— What the exercise asks —
Scan the records for the string "junction" and copy every line that holds it.

— Data supplied —
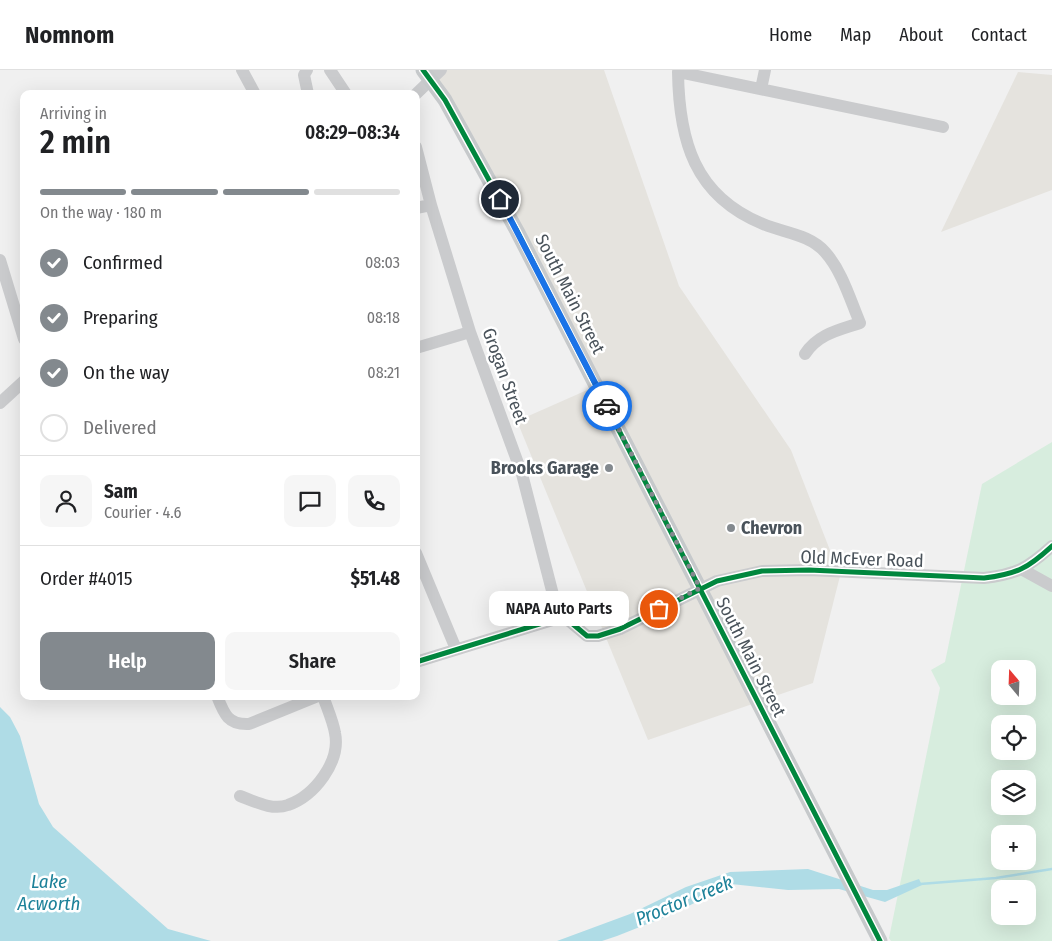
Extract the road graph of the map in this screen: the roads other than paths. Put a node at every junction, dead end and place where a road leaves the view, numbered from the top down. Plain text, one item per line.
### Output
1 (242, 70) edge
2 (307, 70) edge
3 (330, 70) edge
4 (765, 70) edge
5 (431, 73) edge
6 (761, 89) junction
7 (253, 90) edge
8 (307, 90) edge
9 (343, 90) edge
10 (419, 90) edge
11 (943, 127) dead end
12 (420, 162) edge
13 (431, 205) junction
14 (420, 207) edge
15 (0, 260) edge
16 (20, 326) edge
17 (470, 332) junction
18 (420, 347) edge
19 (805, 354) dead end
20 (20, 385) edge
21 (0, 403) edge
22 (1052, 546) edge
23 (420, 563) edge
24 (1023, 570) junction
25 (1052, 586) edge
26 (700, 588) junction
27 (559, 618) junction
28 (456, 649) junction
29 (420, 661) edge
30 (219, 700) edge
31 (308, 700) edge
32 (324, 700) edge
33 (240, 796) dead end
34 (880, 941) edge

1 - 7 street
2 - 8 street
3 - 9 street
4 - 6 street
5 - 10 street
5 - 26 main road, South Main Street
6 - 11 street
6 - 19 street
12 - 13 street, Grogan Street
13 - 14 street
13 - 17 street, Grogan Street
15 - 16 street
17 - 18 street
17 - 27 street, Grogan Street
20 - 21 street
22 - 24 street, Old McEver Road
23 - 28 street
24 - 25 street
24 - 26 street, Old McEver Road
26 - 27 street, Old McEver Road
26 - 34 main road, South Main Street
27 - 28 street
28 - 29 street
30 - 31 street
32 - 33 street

— Response area —
Extract the road graph of the map in this screen: the roads other than paths. Put a node at every junction, dead end and place where a road leaves the view, numbered from the top down. Plain text, one item per line.
6 (761, 89) junction
13 (431, 205) junction
17 (470, 332) junction
24 (1023, 570) junction
26 (700, 588) junction
27 (559, 618) junction
28 (456, 649) junction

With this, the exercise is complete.